At the time, my training had been heavily quantitative. I had taken several econometrics courses and an early course in machine learning, and I was genuinely captivated by them. There was something intoxicating about the idea that, with enough data and the right model, complex behavior could be predicted with remarkable accuracy. Prediction felt like clarity; uncertainty felt like something to be engineered away.
What the book challenged was not the power of these tools, but the assumptions and responsibilities that quietly accompany their use.
Models as Encoded Choices
Seen this way, models do not simply reflect reality. Every model encodes choices: what to include, what to exclude, and what to optimize. These choices may look technical, but they are never value-free. When we say “the data tell the story,” we often mean that we have already decided which story the data are allowed to tell.
In economics, this rarely comes from bad intentions. Incentives matter, clean results are rewarded, and scalability is valued. Over time, it becomes easy to adjust specifications or definitions until a model behaves “reasonably.” The danger is not manipulation in the crude sense of fabricating significance, but the quiet moment when resistance from the data is treated as a problem to be resolved rather than a signal to be understood.
Scale, Opacity, and Power
O’Neil emphasizes a particularly harmful combination: scale, opacity, and power. In these settings, optimization can quietly replace judgment. Models optimized for efficiency may sacrifice fairness; models optimized for prediction may reproduce historical inequality. Once deployed, such systems often become self-reinforcing, as their outputs are taken as evidence of their own correctness.

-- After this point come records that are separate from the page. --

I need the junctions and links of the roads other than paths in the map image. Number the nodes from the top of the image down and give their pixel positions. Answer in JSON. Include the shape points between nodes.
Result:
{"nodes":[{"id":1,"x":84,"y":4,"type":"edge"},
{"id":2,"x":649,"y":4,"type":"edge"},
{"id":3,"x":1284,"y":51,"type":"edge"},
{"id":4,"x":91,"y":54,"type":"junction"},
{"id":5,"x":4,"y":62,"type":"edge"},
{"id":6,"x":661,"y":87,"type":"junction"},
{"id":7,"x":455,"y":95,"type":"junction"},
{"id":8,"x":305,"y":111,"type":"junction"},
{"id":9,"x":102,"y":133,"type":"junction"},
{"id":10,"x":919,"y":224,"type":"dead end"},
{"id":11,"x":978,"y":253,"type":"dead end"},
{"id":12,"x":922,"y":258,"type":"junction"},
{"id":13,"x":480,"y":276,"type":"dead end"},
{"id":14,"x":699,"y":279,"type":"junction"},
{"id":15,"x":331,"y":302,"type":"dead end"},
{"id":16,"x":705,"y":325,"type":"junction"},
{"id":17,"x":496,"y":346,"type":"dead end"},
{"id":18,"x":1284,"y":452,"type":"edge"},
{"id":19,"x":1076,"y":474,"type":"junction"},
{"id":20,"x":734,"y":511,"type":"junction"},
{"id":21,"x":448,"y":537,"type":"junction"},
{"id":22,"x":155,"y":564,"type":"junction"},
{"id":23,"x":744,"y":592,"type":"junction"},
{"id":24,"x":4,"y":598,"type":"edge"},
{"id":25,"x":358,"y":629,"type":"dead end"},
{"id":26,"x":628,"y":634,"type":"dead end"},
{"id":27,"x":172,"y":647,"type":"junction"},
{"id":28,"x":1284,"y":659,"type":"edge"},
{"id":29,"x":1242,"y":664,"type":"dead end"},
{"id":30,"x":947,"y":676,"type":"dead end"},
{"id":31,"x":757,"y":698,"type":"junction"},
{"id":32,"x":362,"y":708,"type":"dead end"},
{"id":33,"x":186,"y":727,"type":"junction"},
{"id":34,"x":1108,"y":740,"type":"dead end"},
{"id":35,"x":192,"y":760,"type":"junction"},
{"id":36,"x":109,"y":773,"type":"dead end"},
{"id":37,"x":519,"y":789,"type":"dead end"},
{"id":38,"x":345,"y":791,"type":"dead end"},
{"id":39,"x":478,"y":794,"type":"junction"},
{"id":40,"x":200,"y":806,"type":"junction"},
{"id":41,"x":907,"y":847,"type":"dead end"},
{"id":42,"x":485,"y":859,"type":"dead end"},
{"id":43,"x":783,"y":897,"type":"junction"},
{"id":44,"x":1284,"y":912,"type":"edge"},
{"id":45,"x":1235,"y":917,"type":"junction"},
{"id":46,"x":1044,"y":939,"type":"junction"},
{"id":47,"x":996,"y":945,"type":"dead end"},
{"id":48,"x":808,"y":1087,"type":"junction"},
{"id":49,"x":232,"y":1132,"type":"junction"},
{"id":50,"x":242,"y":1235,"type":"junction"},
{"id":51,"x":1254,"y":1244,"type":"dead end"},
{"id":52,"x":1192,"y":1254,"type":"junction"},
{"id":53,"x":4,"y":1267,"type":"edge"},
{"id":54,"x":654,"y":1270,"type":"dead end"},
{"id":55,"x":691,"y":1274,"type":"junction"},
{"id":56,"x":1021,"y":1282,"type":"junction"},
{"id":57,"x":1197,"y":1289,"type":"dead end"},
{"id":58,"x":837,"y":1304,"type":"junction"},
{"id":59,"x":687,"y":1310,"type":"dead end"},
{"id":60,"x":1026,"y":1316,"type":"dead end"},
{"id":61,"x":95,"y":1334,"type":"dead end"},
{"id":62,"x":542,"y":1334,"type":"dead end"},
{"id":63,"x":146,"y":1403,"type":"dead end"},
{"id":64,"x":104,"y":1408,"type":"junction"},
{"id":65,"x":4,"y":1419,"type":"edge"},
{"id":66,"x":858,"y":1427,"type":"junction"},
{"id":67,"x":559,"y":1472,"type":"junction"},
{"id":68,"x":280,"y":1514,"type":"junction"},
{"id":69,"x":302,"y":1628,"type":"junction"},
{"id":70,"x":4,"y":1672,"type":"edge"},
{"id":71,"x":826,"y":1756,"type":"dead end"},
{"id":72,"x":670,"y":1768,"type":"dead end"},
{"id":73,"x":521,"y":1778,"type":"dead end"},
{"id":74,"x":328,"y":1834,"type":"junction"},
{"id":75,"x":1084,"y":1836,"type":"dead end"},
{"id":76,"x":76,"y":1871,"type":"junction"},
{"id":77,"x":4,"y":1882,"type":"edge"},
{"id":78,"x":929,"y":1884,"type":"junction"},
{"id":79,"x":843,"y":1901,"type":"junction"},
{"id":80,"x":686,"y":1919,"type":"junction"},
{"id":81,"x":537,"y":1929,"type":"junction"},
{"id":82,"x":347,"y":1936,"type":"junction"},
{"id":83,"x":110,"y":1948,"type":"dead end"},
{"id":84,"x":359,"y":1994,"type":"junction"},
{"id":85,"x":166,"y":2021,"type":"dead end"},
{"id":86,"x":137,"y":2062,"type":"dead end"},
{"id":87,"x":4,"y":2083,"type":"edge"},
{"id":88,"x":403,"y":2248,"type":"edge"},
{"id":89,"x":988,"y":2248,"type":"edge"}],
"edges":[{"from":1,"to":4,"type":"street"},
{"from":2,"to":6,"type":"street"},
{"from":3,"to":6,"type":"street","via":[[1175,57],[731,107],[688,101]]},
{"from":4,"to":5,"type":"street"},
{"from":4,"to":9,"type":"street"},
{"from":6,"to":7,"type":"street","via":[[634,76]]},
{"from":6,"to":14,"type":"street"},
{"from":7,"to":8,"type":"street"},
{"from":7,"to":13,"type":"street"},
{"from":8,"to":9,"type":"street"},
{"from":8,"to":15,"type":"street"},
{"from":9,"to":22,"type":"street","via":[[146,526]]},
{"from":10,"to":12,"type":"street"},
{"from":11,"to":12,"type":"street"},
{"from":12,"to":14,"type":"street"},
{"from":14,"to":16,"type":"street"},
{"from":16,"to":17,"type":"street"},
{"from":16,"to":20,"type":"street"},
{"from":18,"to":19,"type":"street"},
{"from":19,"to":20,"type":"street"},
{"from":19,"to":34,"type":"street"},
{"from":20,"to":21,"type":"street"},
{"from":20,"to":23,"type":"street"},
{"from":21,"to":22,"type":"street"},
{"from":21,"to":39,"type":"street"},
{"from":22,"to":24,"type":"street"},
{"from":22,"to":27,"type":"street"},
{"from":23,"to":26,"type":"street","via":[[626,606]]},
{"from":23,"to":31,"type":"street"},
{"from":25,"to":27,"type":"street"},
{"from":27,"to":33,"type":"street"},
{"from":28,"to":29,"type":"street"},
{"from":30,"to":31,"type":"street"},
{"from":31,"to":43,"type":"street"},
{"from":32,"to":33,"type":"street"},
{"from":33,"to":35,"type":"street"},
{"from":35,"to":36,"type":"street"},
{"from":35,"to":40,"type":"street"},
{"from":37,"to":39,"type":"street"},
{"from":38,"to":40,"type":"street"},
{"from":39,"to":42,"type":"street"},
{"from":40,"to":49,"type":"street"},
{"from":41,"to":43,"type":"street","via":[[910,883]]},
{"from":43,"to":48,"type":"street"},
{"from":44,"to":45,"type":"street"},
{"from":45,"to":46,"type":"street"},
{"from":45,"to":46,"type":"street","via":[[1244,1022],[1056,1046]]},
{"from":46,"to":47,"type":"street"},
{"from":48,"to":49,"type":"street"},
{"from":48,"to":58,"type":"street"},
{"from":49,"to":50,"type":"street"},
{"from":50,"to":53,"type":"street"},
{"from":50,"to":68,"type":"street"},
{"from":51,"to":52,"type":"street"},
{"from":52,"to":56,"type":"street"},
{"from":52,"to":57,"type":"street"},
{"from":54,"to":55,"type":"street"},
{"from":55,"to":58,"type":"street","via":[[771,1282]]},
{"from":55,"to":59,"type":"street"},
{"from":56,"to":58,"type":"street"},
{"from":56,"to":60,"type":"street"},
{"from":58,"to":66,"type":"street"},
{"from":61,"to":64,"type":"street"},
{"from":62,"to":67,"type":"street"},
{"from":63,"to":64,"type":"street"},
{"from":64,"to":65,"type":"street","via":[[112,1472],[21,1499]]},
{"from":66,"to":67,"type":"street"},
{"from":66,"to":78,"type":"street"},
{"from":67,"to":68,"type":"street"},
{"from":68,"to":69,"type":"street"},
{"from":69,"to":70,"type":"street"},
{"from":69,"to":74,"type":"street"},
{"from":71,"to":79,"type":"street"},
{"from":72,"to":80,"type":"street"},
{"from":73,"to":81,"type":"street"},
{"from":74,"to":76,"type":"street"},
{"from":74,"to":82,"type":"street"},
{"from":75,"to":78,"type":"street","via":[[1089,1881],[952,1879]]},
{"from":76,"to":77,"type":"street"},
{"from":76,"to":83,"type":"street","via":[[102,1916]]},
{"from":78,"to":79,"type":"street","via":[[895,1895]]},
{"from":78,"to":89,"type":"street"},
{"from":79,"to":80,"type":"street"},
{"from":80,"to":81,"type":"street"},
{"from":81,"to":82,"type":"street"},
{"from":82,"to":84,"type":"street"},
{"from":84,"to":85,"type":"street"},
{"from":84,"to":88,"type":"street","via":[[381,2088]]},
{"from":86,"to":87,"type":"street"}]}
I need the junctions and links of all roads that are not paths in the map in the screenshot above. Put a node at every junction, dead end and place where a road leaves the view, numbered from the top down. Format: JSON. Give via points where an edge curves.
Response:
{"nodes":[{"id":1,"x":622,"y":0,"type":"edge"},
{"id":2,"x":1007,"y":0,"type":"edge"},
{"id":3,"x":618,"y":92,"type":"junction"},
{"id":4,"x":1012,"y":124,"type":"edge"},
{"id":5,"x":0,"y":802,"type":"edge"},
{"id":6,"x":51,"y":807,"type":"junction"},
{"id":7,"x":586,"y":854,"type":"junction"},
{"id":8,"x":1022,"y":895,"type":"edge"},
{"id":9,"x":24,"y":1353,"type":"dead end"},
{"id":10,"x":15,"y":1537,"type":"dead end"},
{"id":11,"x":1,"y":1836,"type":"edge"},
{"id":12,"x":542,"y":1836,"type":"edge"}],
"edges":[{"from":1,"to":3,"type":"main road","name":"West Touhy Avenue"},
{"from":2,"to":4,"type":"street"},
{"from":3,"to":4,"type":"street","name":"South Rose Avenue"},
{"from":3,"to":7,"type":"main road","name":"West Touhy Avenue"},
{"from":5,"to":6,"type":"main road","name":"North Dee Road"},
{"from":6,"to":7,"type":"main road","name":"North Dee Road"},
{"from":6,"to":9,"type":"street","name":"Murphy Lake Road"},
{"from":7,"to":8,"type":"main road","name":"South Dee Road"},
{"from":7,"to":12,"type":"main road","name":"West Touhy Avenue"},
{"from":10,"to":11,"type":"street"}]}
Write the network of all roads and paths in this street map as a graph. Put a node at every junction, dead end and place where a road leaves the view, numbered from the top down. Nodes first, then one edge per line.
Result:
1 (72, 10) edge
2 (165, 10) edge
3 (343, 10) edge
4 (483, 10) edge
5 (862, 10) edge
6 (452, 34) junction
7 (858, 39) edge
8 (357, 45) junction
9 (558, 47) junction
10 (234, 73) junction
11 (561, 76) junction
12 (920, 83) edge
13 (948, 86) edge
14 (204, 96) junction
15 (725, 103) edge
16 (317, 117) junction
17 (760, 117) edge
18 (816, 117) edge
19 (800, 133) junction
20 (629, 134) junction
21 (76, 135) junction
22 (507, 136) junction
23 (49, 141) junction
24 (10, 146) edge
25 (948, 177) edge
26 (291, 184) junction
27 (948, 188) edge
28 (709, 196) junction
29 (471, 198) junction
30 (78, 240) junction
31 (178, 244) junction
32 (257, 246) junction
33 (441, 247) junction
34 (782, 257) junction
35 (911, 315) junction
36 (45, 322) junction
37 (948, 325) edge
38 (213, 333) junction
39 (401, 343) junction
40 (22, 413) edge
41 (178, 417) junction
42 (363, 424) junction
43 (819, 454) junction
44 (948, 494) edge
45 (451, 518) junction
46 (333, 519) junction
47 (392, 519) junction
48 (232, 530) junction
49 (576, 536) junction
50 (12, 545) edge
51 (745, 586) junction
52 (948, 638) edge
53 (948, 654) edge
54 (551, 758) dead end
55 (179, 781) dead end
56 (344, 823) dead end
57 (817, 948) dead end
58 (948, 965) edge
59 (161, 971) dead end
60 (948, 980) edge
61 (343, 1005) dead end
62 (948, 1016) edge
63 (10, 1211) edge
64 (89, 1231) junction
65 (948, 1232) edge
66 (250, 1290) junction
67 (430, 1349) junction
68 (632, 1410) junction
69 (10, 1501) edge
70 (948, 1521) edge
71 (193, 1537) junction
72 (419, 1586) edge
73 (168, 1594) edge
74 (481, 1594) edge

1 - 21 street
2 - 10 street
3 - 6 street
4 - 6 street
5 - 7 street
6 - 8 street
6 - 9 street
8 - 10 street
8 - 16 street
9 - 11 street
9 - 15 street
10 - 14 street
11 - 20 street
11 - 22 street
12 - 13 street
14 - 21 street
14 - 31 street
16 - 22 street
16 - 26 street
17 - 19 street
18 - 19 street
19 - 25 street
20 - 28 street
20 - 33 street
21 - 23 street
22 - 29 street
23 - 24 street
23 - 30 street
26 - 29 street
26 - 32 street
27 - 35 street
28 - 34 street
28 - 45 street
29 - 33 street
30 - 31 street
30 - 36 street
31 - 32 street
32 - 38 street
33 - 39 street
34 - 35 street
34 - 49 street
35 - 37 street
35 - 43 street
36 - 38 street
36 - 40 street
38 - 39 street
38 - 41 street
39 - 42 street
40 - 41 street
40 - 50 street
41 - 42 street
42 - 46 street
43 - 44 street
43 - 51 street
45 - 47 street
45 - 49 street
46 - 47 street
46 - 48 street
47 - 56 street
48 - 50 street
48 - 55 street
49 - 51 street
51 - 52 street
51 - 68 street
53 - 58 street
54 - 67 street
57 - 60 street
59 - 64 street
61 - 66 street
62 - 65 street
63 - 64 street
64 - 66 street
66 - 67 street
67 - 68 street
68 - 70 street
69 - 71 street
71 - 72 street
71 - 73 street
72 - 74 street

At that point, math no longer helps us understand society—it begins to discipline it.
Arguments, Not Answers
Deconstructing math does not mean rejecting quantitative tools. It means treating models as arguments rather than answers. Arguments can be questioned, revised, and sometimes rejected. Answers demand obedience.
This perspective shaped how I teach Econ 10 (Statistical Inference) and Econ 110 (Econometrics). I want students to see estimates not as final answers, but as conditional statements shaped by assumptions, data-generating processes, and choices about what to measure. Analytical tools shape real lives, often far beyond the classroom.
The question I keep returning to is simple but unsettled: how do we remain accountable to the people affected by our models, especially when they never appear in the data?
I don’t have a neat answer. But learning to ask the question is, I think, part of our responsibility as researchers.